Word for word, transcribe every line below.

- **Saved entries**:
- - - - -
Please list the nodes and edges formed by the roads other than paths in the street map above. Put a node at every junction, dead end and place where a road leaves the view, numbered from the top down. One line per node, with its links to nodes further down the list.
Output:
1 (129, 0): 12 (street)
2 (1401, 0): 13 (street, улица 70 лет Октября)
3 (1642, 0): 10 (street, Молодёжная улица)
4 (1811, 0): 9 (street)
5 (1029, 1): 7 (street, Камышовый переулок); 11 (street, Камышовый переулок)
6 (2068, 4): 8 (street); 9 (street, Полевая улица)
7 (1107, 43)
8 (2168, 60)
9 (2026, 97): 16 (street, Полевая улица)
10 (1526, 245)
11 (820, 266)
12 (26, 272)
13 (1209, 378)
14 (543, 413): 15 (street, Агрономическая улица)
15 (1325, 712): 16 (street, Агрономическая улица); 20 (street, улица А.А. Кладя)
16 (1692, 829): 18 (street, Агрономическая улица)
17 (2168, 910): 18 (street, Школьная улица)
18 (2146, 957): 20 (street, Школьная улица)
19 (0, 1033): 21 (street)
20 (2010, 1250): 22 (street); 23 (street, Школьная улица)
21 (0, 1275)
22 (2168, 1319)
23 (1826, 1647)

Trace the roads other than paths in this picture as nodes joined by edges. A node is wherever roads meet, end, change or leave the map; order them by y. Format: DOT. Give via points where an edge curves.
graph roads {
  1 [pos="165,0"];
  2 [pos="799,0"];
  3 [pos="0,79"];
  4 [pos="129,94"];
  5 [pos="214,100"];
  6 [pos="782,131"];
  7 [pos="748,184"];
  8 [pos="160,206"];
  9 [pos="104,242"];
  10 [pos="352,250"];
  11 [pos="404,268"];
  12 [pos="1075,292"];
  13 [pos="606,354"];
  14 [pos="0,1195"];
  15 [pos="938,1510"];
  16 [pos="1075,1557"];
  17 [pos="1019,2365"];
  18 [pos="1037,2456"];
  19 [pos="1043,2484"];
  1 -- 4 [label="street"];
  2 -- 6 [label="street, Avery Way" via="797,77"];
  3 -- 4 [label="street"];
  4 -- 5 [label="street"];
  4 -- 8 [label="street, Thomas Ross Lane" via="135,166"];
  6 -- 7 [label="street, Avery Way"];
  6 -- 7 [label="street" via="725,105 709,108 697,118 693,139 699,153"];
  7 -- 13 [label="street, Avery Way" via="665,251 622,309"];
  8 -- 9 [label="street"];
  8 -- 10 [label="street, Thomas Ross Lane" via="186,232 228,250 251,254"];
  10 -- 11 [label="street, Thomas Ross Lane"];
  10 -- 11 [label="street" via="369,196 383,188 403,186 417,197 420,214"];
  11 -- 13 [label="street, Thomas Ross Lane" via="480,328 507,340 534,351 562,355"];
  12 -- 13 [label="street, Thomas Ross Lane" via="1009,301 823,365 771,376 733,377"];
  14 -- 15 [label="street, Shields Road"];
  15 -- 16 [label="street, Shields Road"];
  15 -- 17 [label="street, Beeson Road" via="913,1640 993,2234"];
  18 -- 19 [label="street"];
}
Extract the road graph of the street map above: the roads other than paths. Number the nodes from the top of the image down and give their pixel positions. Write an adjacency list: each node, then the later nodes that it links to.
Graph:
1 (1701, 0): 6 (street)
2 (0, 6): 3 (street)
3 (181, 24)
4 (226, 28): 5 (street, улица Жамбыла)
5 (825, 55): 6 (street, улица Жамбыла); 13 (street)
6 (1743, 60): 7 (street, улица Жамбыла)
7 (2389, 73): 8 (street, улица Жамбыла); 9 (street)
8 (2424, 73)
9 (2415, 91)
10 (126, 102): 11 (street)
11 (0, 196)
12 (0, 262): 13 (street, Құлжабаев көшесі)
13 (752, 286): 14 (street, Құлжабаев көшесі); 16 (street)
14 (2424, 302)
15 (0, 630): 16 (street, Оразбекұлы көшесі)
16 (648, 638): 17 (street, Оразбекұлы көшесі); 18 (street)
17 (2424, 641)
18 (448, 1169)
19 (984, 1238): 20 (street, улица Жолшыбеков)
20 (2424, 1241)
- - - - -
- **Task answer**:
Please list the nodes and edges formed by the roads other than paths in the street map above. Put a node at every junction, dead end and place where a road leaves the view, numbered from the top down. One line per node, with its links to nodes further down the list.
Output:
1 (129, 0): 12 (street)
2 (1401, 0): 13 (street, улица 70 лет Октября)
3 (1642, 0): 10 (street, Молодёжная улица)
4 (1811, 0): 9 (street)
5 (1029, 1): 7 (street, Камышовый переулок); 11 (street, Камышовый переулок)
6 (2068, 4): 8 (street); 9 (street, Полевая улица)
7 (1107, 43)
8 (2168, 60)
9 (2026, 97): 16 (street, Полевая улица)
10 (1526, 245)
11 (820, 266)
12 (26, 272)
13 (1209, 378)
14 (543, 413): 15 (street, Агрономическая улица)
15 (1325, 712): 16 (street, Агрономическая улица); 20 (street, улица А.А. Кладя)
16 (1692, 829): 18 (street, Агрономическая улица)
17 (2168, 910): 18 (street, Школьная улица)
18 (2146, 957): 20 (street, Школьная улица)
19 (0, 1033): 21 (street)
20 (2010, 1250): 22 (street); 23 (street, Школьная улица)
21 (0, 1275)
22 (2168, 1319)
23 (1826, 1647)

Trace the roads other than paths in this picture as nodes joined by edges. A node is wherever roads meet, end, change or leave the map; order them by y. Format: DOT. Give via points where an edge curves.
graph roads {
  1 [pos="165,0"];
  2 [pos="799,0"];
  3 [pos="0,79"];
  4 [pos="129,94"];
  5 [pos="214,100"];
  6 [pos="782,131"];
  7 [pos="748,184"];
  8 [pos="160,206"];
  9 [pos="104,242"];
  10 [pos="352,250"];
  11 [pos="404,268"];
  12 [pos="1075,292"];
  13 [pos="606,354"];
  14 [pos="0,1195"];
  15 [pos="938,1510"];
  16 [pos="1075,1557"];
  17 [pos="1019,2365"];
  18 [pos="1037,2456"];
  19 [pos="1043,2484"];
  1 -- 4 [label="street"];
  2 -- 6 [label="street, Avery Way" via="797,77"];
  3 -- 4 [label="street"];
  4 -- 5 [label="street"];
  4 -- 8 [label="street, Thomas Ross Lane" via="135,166"];
  6 -- 7 [label="street, Avery Way"];
  6 -- 7 [label="street" via="725,105 709,108 697,118 693,139 699,153"];
  7 -- 13 [label="street, Avery Way" via="665,251 622,309"];
  8 -- 9 [label="street"];
  8 -- 10 [label="street, Thomas Ross Lane" via="186,232 228,250 251,254"];
  10 -- 11 [label="street, Thomas Ross Lane"];
  10 -- 11 [label="street" via="369,196 383,188 403,186 417,197 420,214"];
  11 -- 13 [label="street, Thomas Ross Lane" via="480,328 507,340 534,351 562,355"];
  12 -- 13 [label="street, Thomas Ross Lane" via="1009,301 823,365 771,376 733,377"];
  14 -- 15 [label="street, Shields Road"];
  15 -- 16 [label="street, Shields Road"];
  15 -- 17 [label="street, Beeson Road" via="913,1640 993,2234"];
  18 -- 19 [label="street"];
}
Extract the road graph of the street map above: the roads other than paths. Number the nodes from the top of the image down and give their pixel positions. Write an adjacency list: each node, then the later nodes that it links to.
Graph:
1 (1701, 0): 6 (street)
2 (0, 6): 3 (street)
3 (181, 24)
4 (226, 28): 5 (street, улица Жамбыла)
5 (825, 55): 6 (street, улица Жамбыла); 13 (street)
6 (1743, 60): 7 (street, улица Жамбыла)
7 (2389, 73): 8 (street, улица Жамбыла); 9 (street)
8 (2424, 73)
9 (2415, 91)
10 (126, 102): 11 (street)
11 (0, 196)
12 (0, 262): 13 (street, Құлжабаев көшесі)
13 (752, 286): 14 (street, Құлжабаев көшесі); 16 (street)
14 (2424, 302)
15 (0, 630): 16 (street, Оразбекұлы көшесі)
16 (648, 638): 17 (street, Оразбекұлы көшесі); 18 (street)
17 (2424, 641)
18 (448, 1169)
19 (984, 1238): 20 (street, улица Жолшыбеков)
20 (2424, 1241)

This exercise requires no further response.